What you have to do: Word for word, set down the listing that appears after this line.

[Data excerpts]

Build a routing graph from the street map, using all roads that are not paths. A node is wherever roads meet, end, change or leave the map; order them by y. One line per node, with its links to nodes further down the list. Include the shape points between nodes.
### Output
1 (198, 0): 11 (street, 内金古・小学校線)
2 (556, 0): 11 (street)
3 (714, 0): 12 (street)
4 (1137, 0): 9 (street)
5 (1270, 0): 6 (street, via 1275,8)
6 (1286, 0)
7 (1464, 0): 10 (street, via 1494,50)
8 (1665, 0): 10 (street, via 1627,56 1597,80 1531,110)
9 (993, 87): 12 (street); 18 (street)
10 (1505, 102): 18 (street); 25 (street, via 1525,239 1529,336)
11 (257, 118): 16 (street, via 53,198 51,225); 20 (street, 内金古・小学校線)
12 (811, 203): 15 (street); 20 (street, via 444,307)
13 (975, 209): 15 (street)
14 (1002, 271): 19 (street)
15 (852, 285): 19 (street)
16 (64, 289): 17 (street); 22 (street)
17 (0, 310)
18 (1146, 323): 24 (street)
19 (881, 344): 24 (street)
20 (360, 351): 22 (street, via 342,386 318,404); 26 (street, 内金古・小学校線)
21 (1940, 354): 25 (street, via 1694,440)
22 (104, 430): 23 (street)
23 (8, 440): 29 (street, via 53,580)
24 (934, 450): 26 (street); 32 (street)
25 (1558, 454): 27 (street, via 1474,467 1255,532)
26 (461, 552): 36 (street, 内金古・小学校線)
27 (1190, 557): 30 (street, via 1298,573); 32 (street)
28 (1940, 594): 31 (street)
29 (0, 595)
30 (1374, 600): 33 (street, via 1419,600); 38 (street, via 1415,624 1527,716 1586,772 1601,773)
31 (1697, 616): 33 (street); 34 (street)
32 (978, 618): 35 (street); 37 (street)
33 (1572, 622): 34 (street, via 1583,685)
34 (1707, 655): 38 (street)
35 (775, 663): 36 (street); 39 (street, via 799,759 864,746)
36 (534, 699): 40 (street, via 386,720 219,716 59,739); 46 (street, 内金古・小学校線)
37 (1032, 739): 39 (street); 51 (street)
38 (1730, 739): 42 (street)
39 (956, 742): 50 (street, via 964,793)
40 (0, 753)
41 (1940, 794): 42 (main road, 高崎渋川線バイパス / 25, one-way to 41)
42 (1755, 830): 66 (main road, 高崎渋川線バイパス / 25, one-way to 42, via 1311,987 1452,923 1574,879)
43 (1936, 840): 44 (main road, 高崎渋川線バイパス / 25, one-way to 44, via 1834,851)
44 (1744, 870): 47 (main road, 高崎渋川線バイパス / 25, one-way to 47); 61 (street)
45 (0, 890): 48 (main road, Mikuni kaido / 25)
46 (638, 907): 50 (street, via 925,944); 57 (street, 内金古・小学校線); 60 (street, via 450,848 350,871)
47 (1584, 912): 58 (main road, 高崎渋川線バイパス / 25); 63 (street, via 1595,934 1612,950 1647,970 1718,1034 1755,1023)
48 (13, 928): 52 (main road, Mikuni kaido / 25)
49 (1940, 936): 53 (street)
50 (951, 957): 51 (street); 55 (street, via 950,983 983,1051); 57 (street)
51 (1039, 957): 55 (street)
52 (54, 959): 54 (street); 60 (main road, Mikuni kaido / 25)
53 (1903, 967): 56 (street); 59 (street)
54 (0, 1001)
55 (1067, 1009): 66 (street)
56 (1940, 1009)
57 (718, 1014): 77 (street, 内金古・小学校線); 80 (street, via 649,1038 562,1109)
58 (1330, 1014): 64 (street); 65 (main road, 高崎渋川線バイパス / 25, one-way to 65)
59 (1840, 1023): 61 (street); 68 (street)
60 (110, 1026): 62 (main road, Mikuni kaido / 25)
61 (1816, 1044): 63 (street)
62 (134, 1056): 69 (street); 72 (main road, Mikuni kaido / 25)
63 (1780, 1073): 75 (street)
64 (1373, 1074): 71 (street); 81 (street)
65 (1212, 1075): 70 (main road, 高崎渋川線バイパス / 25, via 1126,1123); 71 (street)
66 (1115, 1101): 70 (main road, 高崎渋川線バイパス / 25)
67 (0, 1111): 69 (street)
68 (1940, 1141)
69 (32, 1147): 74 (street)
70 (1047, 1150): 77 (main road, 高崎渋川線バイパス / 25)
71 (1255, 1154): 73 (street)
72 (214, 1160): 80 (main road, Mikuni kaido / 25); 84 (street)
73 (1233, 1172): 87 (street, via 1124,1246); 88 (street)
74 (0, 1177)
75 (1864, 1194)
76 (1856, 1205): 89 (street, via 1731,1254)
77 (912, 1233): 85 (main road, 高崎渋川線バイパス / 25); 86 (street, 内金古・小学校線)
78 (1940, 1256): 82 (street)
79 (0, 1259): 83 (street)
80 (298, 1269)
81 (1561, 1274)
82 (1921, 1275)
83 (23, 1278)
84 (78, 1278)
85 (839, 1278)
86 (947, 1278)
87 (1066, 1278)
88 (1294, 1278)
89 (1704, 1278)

[/Data excerpts]

Response to the task:
Build a routing graph from the street map, using all roads that are not paths. A node is wherever roads meet, end, change or leave the map; order them by y. One line per node, with its links to nodes further down the list. Include the shape points between nodes.
### Output
1 (198, 0): 11 (street, 内金古・小学校線)
2 (556, 0): 11 (street)
3 (714, 0): 12 (street)
4 (1137, 0): 9 (street)
5 (1270, 0): 6 (street, via 1275,8)
6 (1286, 0)
7 (1464, 0): 10 (street, via 1494,50)
8 (1665, 0): 10 (street, via 1627,56 1597,80 1531,110)
9 (993, 87): 12 (street); 18 (street)
10 (1505, 102): 18 (street); 25 (street, via 1525,239 1529,336)
11 (257, 118): 16 (street, via 53,198 51,225); 20 (street, 内金古・小学校線)
12 (811, 203): 15 (street); 20 (street, via 444,307)
13 (975, 209): 15 (street)
14 (1002, 271): 19 (street)
15 (852, 285): 19 (street)
16 (64, 289): 17 (street); 22 (street)
17 (0, 310)
18 (1146, 323): 24 (street)
19 (881, 344): 24 (street)
20 (360, 351): 22 (street, via 342,386 318,404); 26 (street, 内金古・小学校線)
21 (1940, 354): 25 (street, via 1694,440)
22 (104, 430): 23 (street)
23 (8, 440): 29 (street, via 53,580)
24 (934, 450): 26 (street); 32 (street)
25 (1558, 454): 27 (street, via 1474,467 1255,532)
26 (461, 552): 36 (street, 内金古・小学校線)
27 (1190, 557): 30 (street, via 1298,573); 32 (street)
28 (1940, 594): 31 (street)
29 (0, 595)
30 (1374, 600): 33 (street, via 1419,600); 38 (street, via 1415,624 1527,716 1586,772 1601,773)
31 (1697, 616): 33 (street); 34 (street)
32 (978, 618): 35 (street); 37 (street)
33 (1572, 622): 34 (street, via 1583,685)
34 (1707, 655): 38 (street)
35 (775, 663): 36 (street); 39 (street, via 799,759 864,746)
36 (534, 699): 40 (street, via 386,720 219,716 59,739); 46 (street, 内金古・小学校線)
37 (1032, 739): 39 (street); 51 (street)
38 (1730, 739): 42 (street)
39 (956, 742): 50 (street, via 964,793)
40 (0, 753)
41 (1940, 794): 42 (main road, 高崎渋川線バイパス / 25, one-way to 41)
42 (1755, 830): 66 (main road, 高崎渋川線バイパス / 25, one-way to 42, via 1311,987 1452,923 1574,879)
43 (1936, 840): 44 (main road, 高崎渋川線バイパス / 25, one-way to 44, via 1834,851)
44 (1744, 870): 47 (main road, 高崎渋川線バイパス / 25, one-way to 47); 61 (street)
45 (0, 890): 48 (main road, Mikuni kaido / 25)
46 (638, 907): 50 (street, via 925,944); 57 (street, 内金古・小学校線); 60 (street, via 450,848 350,871)
47 (1584, 912): 58 (main road, 高崎渋川線バイパス / 25); 63 (street, via 1595,934 1612,950 1647,970 1718,1034 1755,1023)
48 (13, 928): 52 (main road, Mikuni kaido / 25)
49 (1940, 936): 53 (street)
50 (951, 957): 51 (street); 55 (street, via 950,983 983,1051); 57 (street)
51 (1039, 957): 55 (street)
52 (54, 959): 54 (street); 60 (main road, Mikuni kaido / 25)
53 (1903, 967): 56 (street); 59 (street)
54 (0, 1001)
55 (1067, 1009): 66 (street)
56 (1940, 1009)
57 (718, 1014): 77 (street, 内金古・小学校線); 80 (street, via 649,1038 562,1109)
58 (1330, 1014): 64 (street); 65 (main road, 高崎渋川線バイパス / 25, one-way to 65)
59 (1840, 1023): 61 (street); 68 (street)
60 (110, 1026): 62 (main road, Mikuni kaido / 25)
61 (1816, 1044): 63 (street)
62 (134, 1056): 69 (street); 72 (main road, Mikuni kaido / 25)
63 (1780, 1073): 75 (street)
64 (1373, 1074): 71 (street); 81 (street)
65 (1212, 1075): 70 (main road, 高崎渋川線バイパス / 25, via 1126,1123); 71 (street)
66 (1115, 1101): 70 (main road, 高崎渋川線バイパス / 25)
67 (0, 1111): 69 (street)
68 (1940, 1141)
69 (32, 1147): 74 (street)
70 (1047, 1150): 77 (main road, 高崎渋川線バイパス / 25)
71 (1255, 1154): 73 (street)
72 (214, 1160): 80 (main road, Mikuni kaido / 25); 84 (street)
73 (1233, 1172): 87 (street, via 1124,1246); 88 (street)
74 (0, 1177)
75 (1864, 1194)
76 (1856, 1205): 89 (street, via 1731,1254)
77 (912, 1233): 85 (main road, 高崎渋川線バイパス / 25); 86 (street, 内金古・小学校線)
78 (1940, 1256): 82 (street)
79 (0, 1259): 83 (street)
80 (298, 1269)
81 (1561, 1274)
82 (1921, 1275)
83 (23, 1278)
84 (78, 1278)
85 (839, 1278)
86 (947, 1278)
87 (1066, 1278)
88 (1294, 1278)
89 (1704, 1278)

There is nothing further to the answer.